My flatmate had a problem with her Dell laptop -- you know, it was something wrong with the motherboard, so that it couldn't charge up despite benig plugged in properly! -- and the guy came to our house on a Saturday to take it apart and put it back together. But:

a) Replacing a motherboard in a computer less than six months old sounds like a Really Big Problem.
a-1) Especially if that happens a lot.
b) The first replacement of the motherboard didn't work, and had to be re-done.
c) In the year since she's had her laptop, and despite numerous corrections by mail and by phone, Dell has never fixed the misspelling of Flatmate's name.
c-1) On the upside, now she can always tell to whom Dell has sold her personal information, because it all comes with the same misspelling.

Overall, not impressed with Dell all that much, as a tech company. (I bought my most recent desktop at a local company, so I can go on down and yell at somebody in person if I have to.
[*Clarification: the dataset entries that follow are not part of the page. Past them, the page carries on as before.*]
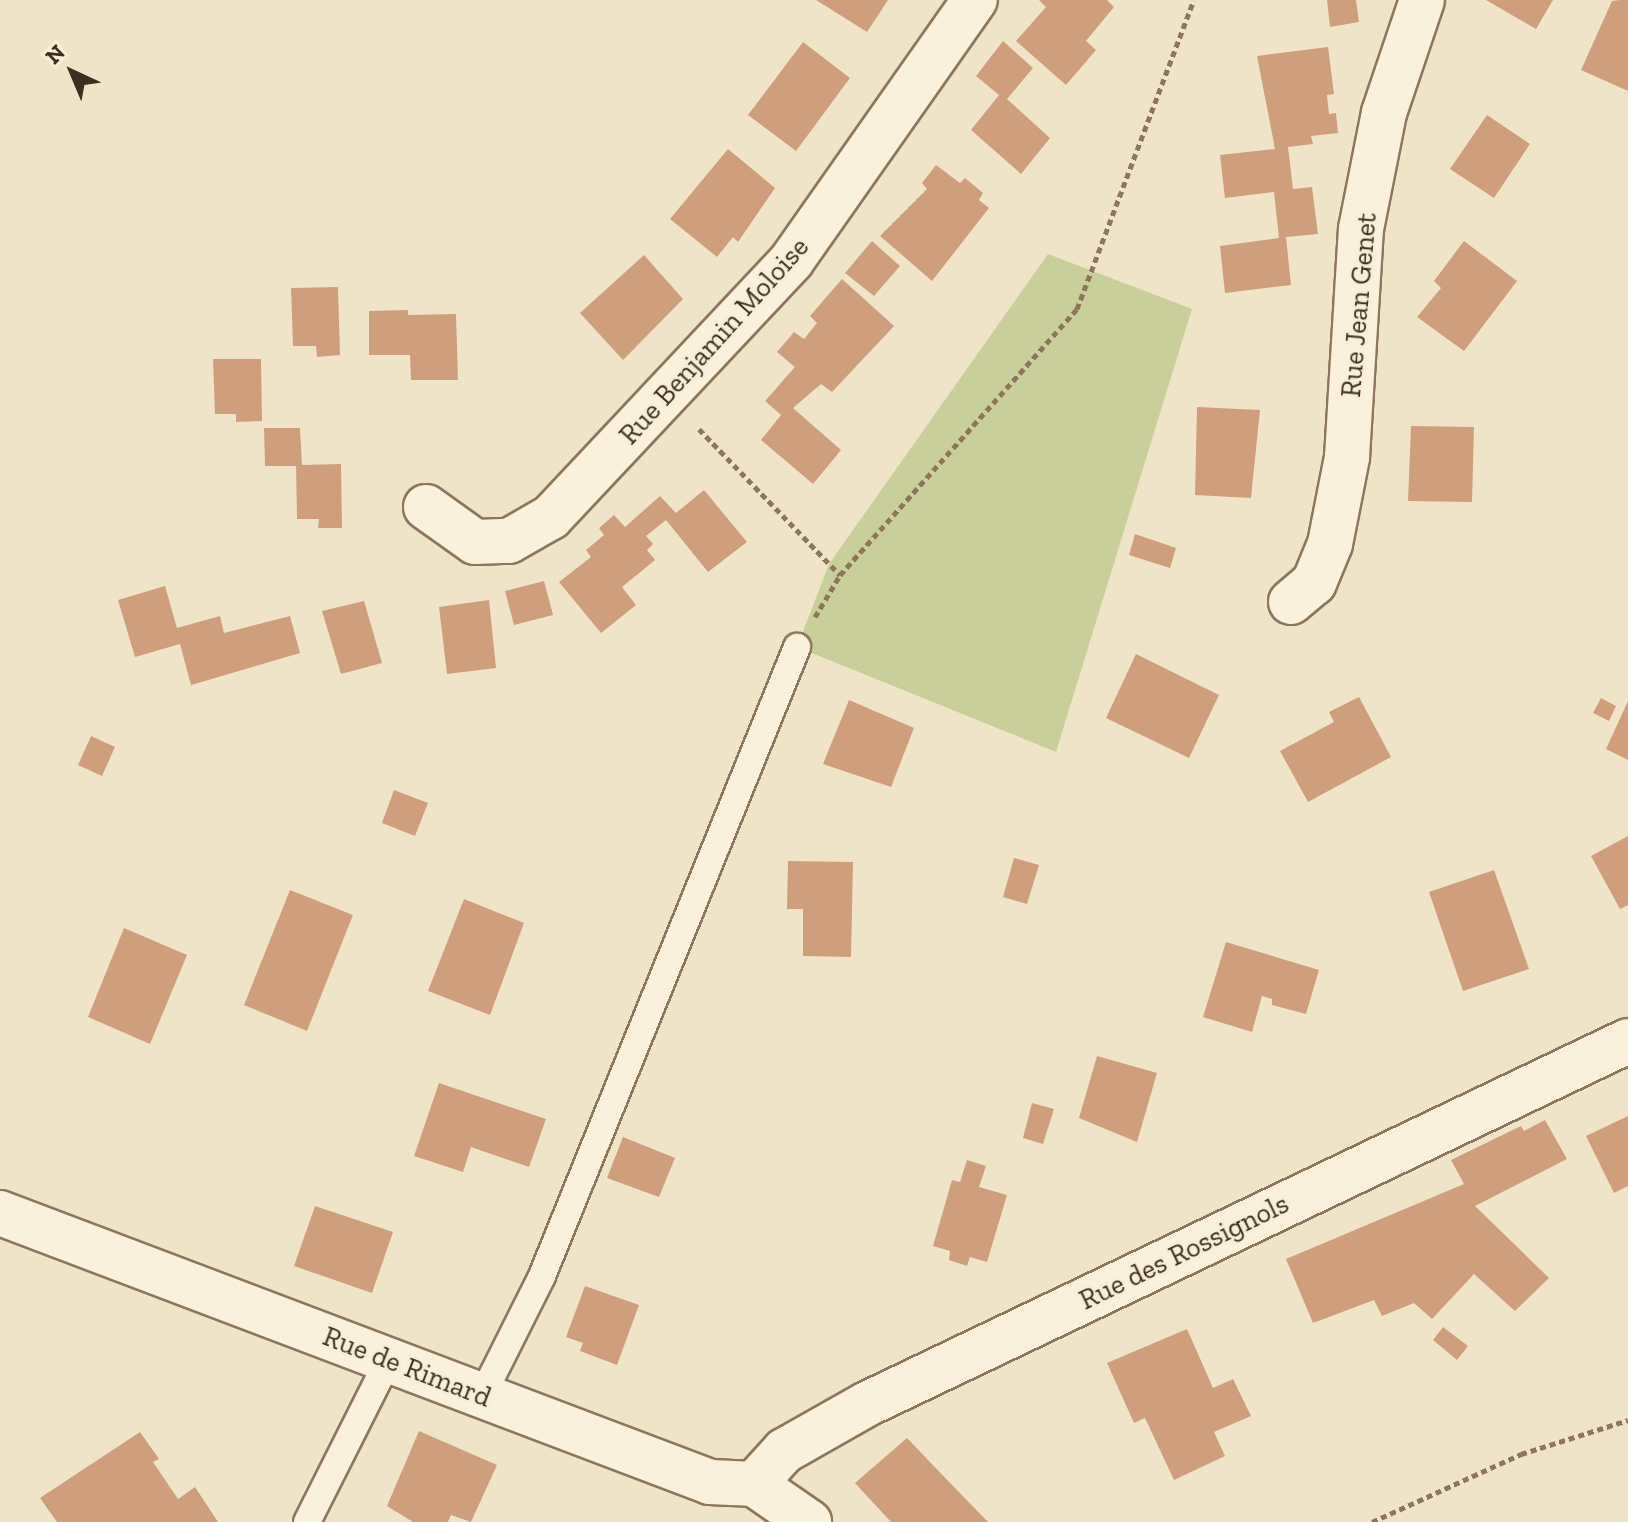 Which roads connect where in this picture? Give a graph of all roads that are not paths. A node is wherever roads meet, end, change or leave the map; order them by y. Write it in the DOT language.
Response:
graph roads {
  1 [pos="975,0"];
  2 [pos="1422,0"];
  3 [pos="426,507"];
  4 [pos="1291,602"];
  5 [pos="797,647"];
  6 [pos="1628,1041"];
  7 [pos="0,1213"];
  8 [pos="388,1361"];
  9 [pos="482,1396"];
  10 [pos="754,1484"];
  11 [pos="307,1522"];
  12 [pos="809,1522"];
  1 -- 3 [label="street, Rue Benjamin Moloise"];
  2 -- 4 [label="street, Rue Jean Genet"];
  5 -- 9 [label="lane"];
  6 -- 10 [label="street, Rue des Rossignols"];
  7 -- 8 [label="street, Rue de Rimard"];
  8 -- 9 [label="street, Rue de Rimard"];
  8 -- 11 [label="lane"];
  9 -- 10 [label="street, Rue de Rimard"];
  10 -- 12 [label="street"];
} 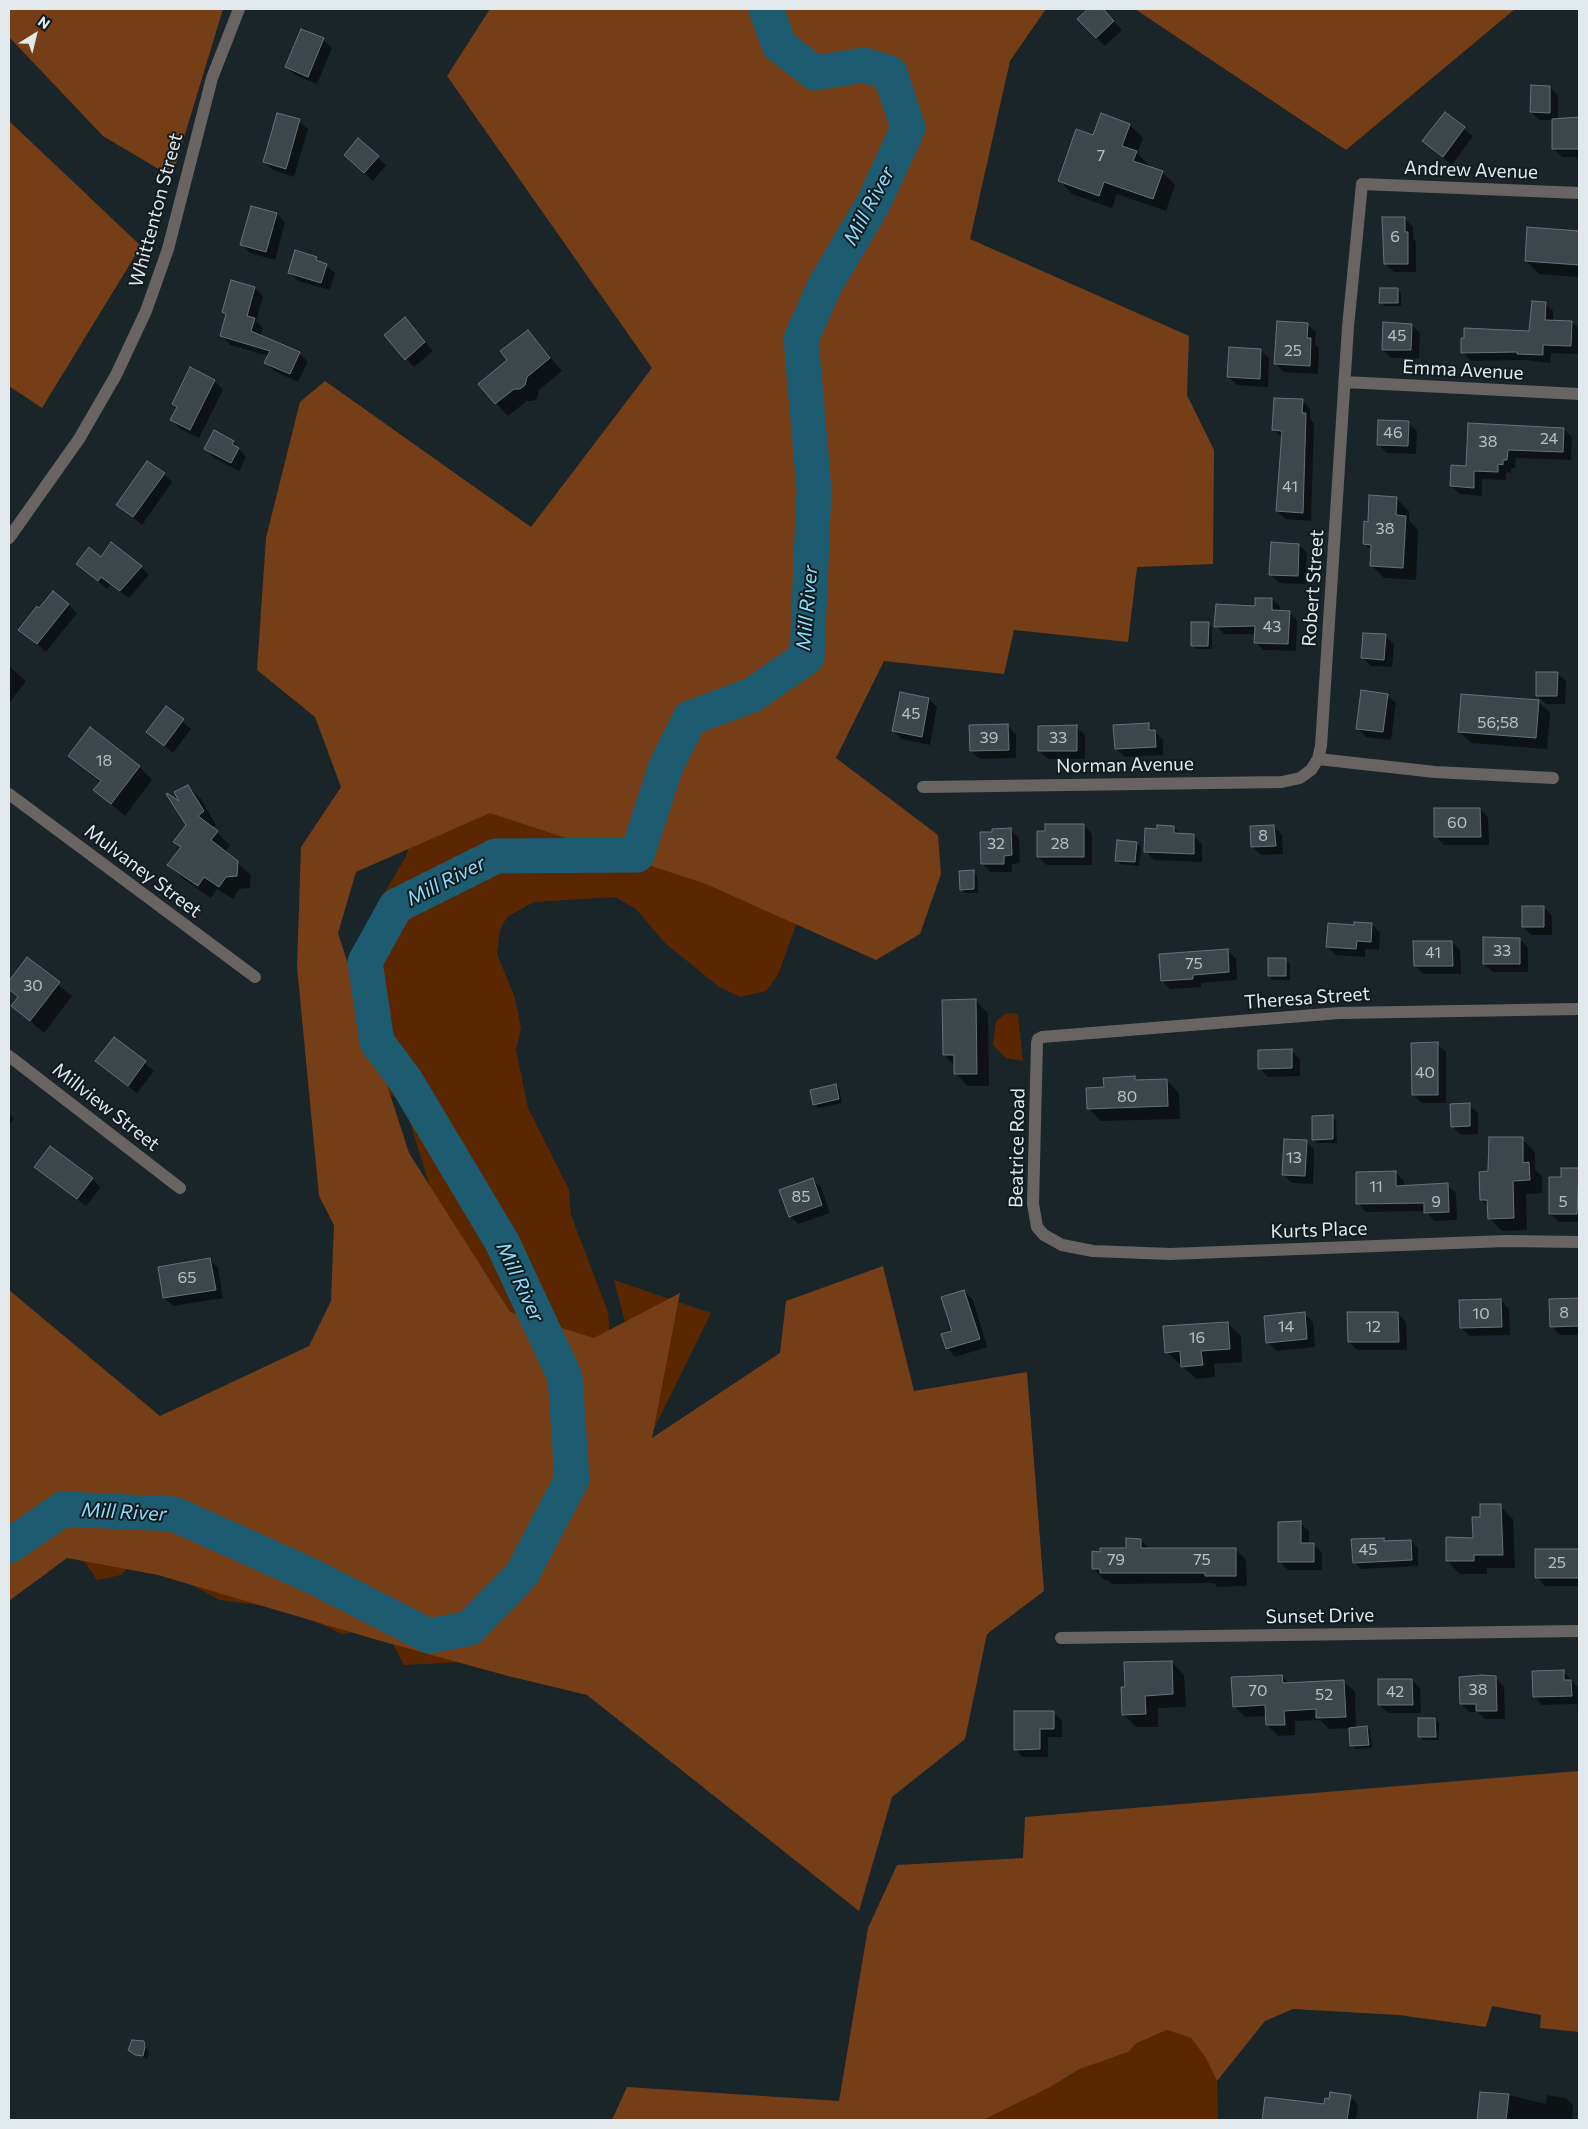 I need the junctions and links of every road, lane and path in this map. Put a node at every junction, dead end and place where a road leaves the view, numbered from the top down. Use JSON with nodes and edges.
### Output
{"nodes":[{"id":1,"x":239,"y":9,"type":"edge"},
{"id":2,"x":1362,"y":184,"type":"joint"},
{"id":3,"x":1579,"y":193,"type":"edge"},
{"id":4,"x":1345,"y":382,"type":"junction"},
{"id":5,"x":1579,"y":394,"type":"edge"},
{"id":6,"x":9,"y":538,"type":"edge"},
{"id":7,"x":1318,"y":759,"type":"junction"},
{"id":8,"x":1553,"y":778,"type":"dead end"},
{"id":9,"x":924,"y":787,"type":"dead end"},
{"id":10,"x":9,"y":794,"type":"edge"},
{"id":11,"x":256,"y":977,"type":"dead end"},
{"id":12,"x":1579,"y":1009,"type":"edge"},
{"id":13,"x":1038,"y":1039,"type":"joint"},
{"id":14,"x":9,"y":1056,"type":"edge"},
{"id":15,"x":180,"y":1188,"type":"dead end"},
{"id":16,"x":1579,"y":1242,"type":"edge"},
{"id":17,"x":1062,"y":1245,"type":"joint"},
{"id":18,"x":1579,"y":1631,"type":"edge"},
{"id":19,"x":1061,"y":1638,"type":"dead end"}],
"edges":[{"from":1,"to":6,"type":"street","name":"Whittenton Street"},
{"from":2,"to":3,"type":"street","name":"Andrew Avenue"},
{"from":2,"to":4,"type":"street","name":"Robert Street"},
{"from":4,"to":5,"type":"street","name":"Emma Avenue"},
{"from":4,"to":7,"type":"street","name":"Robert Street"},
{"from":7,"to":8,"type":"street"},
{"from":7,"to":9,"type":"street","name":"Norman Avenue"},
{"from":10,"to":11,"type":"street","name":"Mulvaney Street"},
{"from":12,"to":13,"type":"street","name":"Theresa Street"},
{"from":13,"to":17,"type":"street","name":"Beatrice Road"},
{"from":14,"to":15,"type":"street","name":"Millview Street"},
{"from":16,"to":17,"type":"street","name":"Kurts Place"},
{"from":18,"to":19,"type":"street","name":"Sunset Drive"}]}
Which I haven't had to. Knock wood.)


tommyrot - Jul 07, 2006 4:30:50 am PDT #5710 of 10002
Sir, it's not an offence to let your cat eat your bacon. Okay? And we don't arrest cats, I'm very sorry.

Two men were arrested in Berlin on suspicion of filling soccer balls with concrete and then placing them in public areas with signs encouraging people to kick the balls.

Police said they had identified a 26-year-old and a 29-year-old and had found a workshop in their apartment where they made the balls. The two are accused of causing serious physical injury, dangerous obstruction of traffic and causing injury through negligence, police said.

That's just... mean.

[link]


§ ita § - Jul 07, 2006 4:34:39 am PDT #5711 of 10002
Well not canonically, no, but this is transformative fiction.

They never offered a Saturday visit, and most of Saturday (up through 5, I realise) is already eaten.

Nutty--that sounds like the problem this unit was having.

Now I have to find (on Sunday, looks like) a laptop in meatspace with similar specs.

Man, this is too complicated.


Jesse - Jul 07, 2006 4:37:25 am PDT #5712 of 10002
Sometimes I trip on how happy we could be.

a) Replacing a motherboard in a computer less than six months old sounds like a Really Big Problem.

That sounds like what I had, too.


Fred Pete - Jul 07, 2006 4:40:06 am PDT #5713 of 10002
Ann, that's a ferret.

I think Mr. Faulkner has needs that haven't been properly attended to.